Für den Unterbrüdener, der auf dem Mountainbike mit Downhill begann und vor gut drei Jahren zum Enduro wechselte, war das gute Abschneiden nicht die ganz große Überraschung. „Bei uns haben sich in den vergangenen zwei, drei Jahren gute Fahrer entwickelt“, erzählt er und berichtet: „Zudem war das, was wir in Italien gezeigt haben, echtes Teamwork. Du hast einfach gemerkt, dass wir gute Freunde sind. Auch deshalb hat alles optimal funktioniert.“

In engem Abstand und mit Höllentempo hintereinander den Berg runter

Das musste es auch.
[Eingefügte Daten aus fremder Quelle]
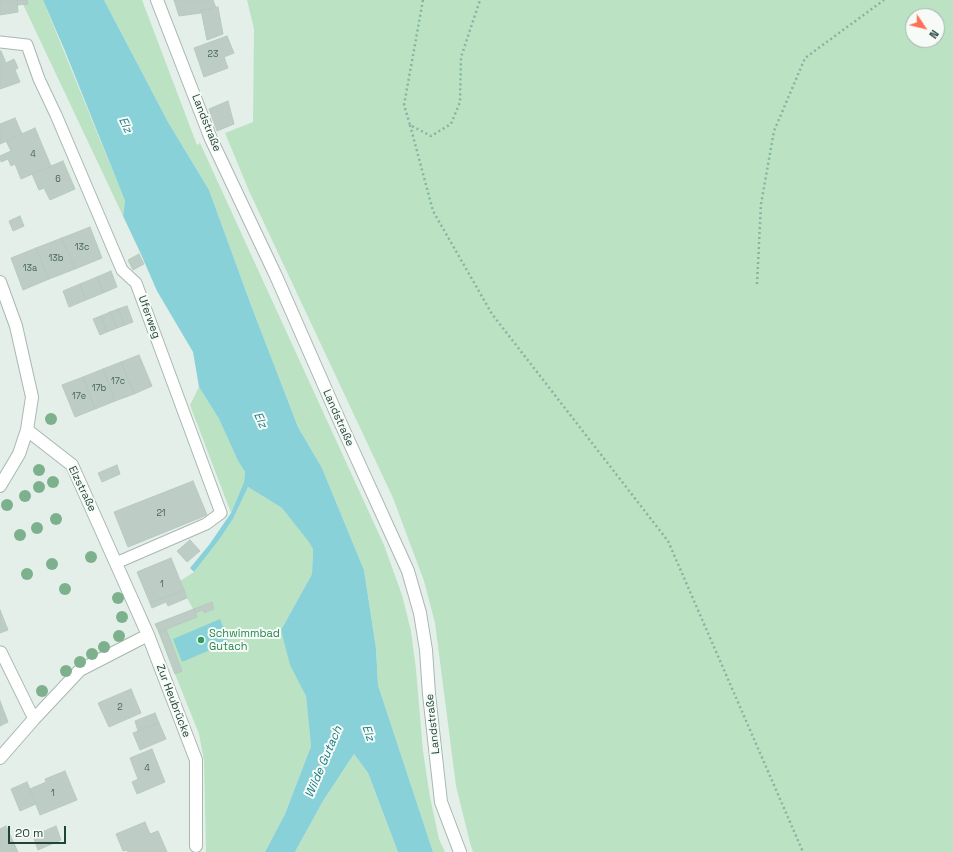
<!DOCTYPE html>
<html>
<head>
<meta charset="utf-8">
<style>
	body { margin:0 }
	#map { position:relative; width:953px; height:852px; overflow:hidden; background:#e5efea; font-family:"Space Grotesk",sans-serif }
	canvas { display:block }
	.north { position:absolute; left:905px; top:8px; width:40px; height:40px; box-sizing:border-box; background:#f6fbf8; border:1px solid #a1b1ab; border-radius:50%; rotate:125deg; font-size:11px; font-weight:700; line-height:16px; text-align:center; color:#224338 }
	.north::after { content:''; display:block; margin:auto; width:14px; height:18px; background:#fc7256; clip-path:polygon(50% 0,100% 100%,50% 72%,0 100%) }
	.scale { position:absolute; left:8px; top:826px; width:58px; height:18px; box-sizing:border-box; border:2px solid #224338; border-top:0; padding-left:5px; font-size:12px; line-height:14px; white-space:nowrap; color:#224338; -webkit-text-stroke:3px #f6fbf8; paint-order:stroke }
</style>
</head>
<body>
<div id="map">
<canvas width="953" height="852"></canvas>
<div class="north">N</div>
<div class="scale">20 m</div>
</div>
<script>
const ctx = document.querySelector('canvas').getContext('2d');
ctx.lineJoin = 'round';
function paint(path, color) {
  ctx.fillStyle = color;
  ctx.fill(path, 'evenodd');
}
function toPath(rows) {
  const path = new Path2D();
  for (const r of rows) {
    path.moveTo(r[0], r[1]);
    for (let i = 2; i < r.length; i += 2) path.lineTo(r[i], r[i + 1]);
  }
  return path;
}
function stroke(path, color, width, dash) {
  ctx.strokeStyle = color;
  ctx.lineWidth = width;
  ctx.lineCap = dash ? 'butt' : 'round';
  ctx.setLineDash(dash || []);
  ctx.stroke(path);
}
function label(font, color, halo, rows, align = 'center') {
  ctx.font = font + ' "Space Grotesk",sans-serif';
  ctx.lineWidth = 4;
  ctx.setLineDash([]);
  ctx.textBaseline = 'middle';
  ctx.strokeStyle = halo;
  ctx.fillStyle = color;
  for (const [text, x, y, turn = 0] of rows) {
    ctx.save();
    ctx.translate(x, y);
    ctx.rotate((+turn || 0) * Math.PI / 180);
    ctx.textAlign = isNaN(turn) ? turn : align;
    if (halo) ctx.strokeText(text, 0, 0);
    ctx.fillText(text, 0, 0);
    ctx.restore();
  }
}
paint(toPath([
	[21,0,43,0,125,201,123,216],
	[104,0,142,0,197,145,200,143,384,545,402,595,411,631,416,669,423,751,430,797,439,839,445,852,433,852,378,685,376,648,364,570,322,468,298,427,251,305,209,190,168,122],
	[247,0,953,0,953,852,473,852,470,843,456,786,435,623,424,581,393,498,249,191,225,133,253,122,254,29],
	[913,16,937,16,937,40,913,40],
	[199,387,219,419,238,461,245,472,244,482,231,513,190,405],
	[248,487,282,508,310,542,313,549,312,574,281,630,306,696,311,746,285,814,265,852,206,852,204,761,199,734,155,624,193,609,187,598,180,581,194,572,219,540,233,519],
	[354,754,368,773,398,852,295,852,323,801]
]), '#bce2c4');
paint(toPath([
	[43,0,104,0,168,122,209,190,251,305,298,427,322,468,364,570,376,648,378,685,433,852,398,852,368,773,354,754,323,801,295,852,265,852,285,814,311,746,306,696,290,665,281,630,312,574,313,549,309,542,282,508,248,487,233,519,219,540,194,572,190,568,209,545,231,513,244,482,245,472,238,461,219,419,199,387,193,352,157,291,140,252,123,216,125,201,65,51],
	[220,619,229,642,182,662,173,639]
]), '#89d1d8');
const building = toPath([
	[0,0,17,0,18,12,0,15,0,0],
	[17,0,27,0,28,4,17,5,17,0],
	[174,0,213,0,216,8,201,10,201,13,179,16,174,0],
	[218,7,223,34,207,40,201,10,218,7],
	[227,36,234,53,224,57,228,68,204,77,194,48,227,36],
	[0,51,1,51,6,63,14,59,18,68,15,70,20,82,0,89,0,51],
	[228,101,234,124,217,131,209,109,228,101],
	[15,118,22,134,0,144,0,124,15,118],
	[35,128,51,166,21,179,15,164,11,166,8,159,1,162,0,156,11,151,6,141,35,128],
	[63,161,75,189,50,200,44,188,39,190,32,174,63,161],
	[20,216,24,226,13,231,9,221,20,216],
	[90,227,102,258,75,269,62,238,90,227],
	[62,238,75,269,49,279,36,248,62,238],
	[36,248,49,279,23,290,11,258,36,248],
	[139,254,144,264,133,270,128,260,139,254],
	[111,271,117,287,103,293,97,277,111,271],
	[97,277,103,293,86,300,80,284,97,277],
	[80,284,86,300,69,307,63,291,80,284],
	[127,306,133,322,125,325,118,309,127,306],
	[118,309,125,325,117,328,110,312,118,309],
	[110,312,117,328,107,332,101,316,110,312],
	[101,316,107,332,100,335,93,319,101,316],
	[139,355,152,386,134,394,121,362,139,355],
	[121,362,134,394,115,401,103,369,121,362],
	[103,369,115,401,95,409,83,377,103,369],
	[83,377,95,409,75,417,62,385,83,377],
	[117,465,120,474,102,482,98,473,117,465],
	[193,481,207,515,128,547,114,512,193,481],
	[190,540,200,551,187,562,177,551,190,540],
	[171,558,184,590,150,603,137,572,171,558],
	[184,590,187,598,168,606,166,602,152,608,150,603,184,590],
	[212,602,214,609,204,613,203,610,195,613,194,609,212,602],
	[194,609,197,617,159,632,155,624,194,609],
	[0,610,8,630,0,633,0,610],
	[166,629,182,671,175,674,159,632,166,629],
	[131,689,141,713,109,727,98,703,131,689],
	[0,701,8,722,0,726,0,701],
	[155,713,159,723,138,731,135,721,155,713],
	[159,723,166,739,140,750,133,733,159,723],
	[152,749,165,782,137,794,132,782,138,779,130,758,152,749],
	[65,771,77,800,40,815,30,789,46,782,45,779,65,771],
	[27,782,36,804,20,811,11,789,27,782],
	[145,822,150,834,158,831,167,852,128,852,127,850,123,851,116,834,145,822],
	[6,826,18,852,0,852,0,829,6,826],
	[56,826,61,840,38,850,33,836,56,826]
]);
paint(building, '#bdcdc5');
stroke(building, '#b6cac0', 1);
const service = toPath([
	[0,42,27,45,39,79,56,115,122,270,136,283,221,513,206,524,116,563],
	[0,653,1,652,34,719]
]);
const minor = toPath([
	[0,282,16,326,32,397,27,430,19,454,0,486],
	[27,430,72,465,148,635,196,760,196,846],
	[0,758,34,719,80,670,148,635]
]);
const tertiary = toPath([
	[157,0,211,139,276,276,341,424,408,571,420,613,426,650,429,694,441,802,460,852]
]);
stroke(service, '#a7b8b1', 13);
stroke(minor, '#a7b8b1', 14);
stroke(tertiary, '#a7b8b1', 14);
stroke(toPath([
	[423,0,404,105,410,125,431,136,451,124,460,102,461,57,480,0],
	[410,125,433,211,492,314,668,541,803,852],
	[757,284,761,204,774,131,805,58,884,0]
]), '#83b5a2', 2.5, [2, 3]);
stroke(service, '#fff', 11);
stroke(minor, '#fff', 12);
stroke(tertiary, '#fff', 12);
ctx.fillStyle = '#7db18e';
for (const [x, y] of [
	[51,419],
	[39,470],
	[53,482],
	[39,487],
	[25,496],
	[7,505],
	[56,519],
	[37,528],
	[20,535],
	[91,557],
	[52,564],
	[27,574],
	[65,589],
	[118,598],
	[122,617],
	[119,636],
	[104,647],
	[92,654],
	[80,662],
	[66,671],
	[42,691]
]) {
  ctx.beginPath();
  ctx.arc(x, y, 6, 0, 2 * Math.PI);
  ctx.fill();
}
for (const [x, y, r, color] of [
	[201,640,4,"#2e9e5b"]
]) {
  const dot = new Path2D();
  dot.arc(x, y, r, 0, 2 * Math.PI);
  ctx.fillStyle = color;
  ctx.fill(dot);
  stroke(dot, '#f6fbf8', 1.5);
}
label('9px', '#49665b', null, [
	["23",213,55],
	["4",33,155],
	["6",58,180],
	["13c",82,248],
	["13b",56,259],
	["13a",30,269],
	["17c",118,382],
	["17b",99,389],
	["17e",79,397],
	["21",161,514],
	["1",162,585],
	["2",120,708],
	["4",147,769],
	["1",53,794]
]);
label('11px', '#224338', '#f6fbf8', [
	["Landstraße",206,123,68],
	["Uferweg",149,317,70],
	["Landstraße",338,418,66],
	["Elzstraße",82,489,64],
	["Zur Heubrücke",173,701,69],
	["Landstraße",433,724,-96]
]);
label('11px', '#27864d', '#f6fbf8', [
	["Schwimmbad",209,634],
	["Gutach",209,647]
], 'left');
label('italic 12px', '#167b85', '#f6fbf8', [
	["Elz",125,125,65],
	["Elz",260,420,65],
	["Elz",368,733,71],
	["Wilde Gutach",324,762,-67]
]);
</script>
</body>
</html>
Die WM ist ein Teamwettbewerb, in dem die Bergaufpassagen zwar jeder für sich erledigen kann, alle aber das dafür vorgegebene Zeitlimit einhalten müssen. Bergab gehts dann mit wenigen Metern Abstand – und es zählt jede Sekunde. Entsprechend spektakulär und schnell fuhr, sprang und kurvte Max Pfeil mit den zwei Mitstreitern in einem wahren Höllentempo nach unten. Und das Ganze nicht nur einmal. Fünfmal gings hoch, fünfmal runter. Und wie auch sonst immer mussten die Radsportler jedesmal einen anderen Kurs bewältigen. Denn Enduro setzt sich stets aus mehreren Läufen zusammen, die nacheinander auf verschiedenen Strecken im wahrsten Sinne des Wortes abzurackern sind. Rund 50 Kilometer und 1000 Höhenmeter legen die Fahrer dabei bei den Wettbewerben im Schnitt zurück. „In der Weltserie sind es zwischen vier und sieben Läufe“, erklärt der junge Auenwalder. Am Ende werden dann die Zeiten zusammengezählt, die die Fahrer bergab benötigt haben.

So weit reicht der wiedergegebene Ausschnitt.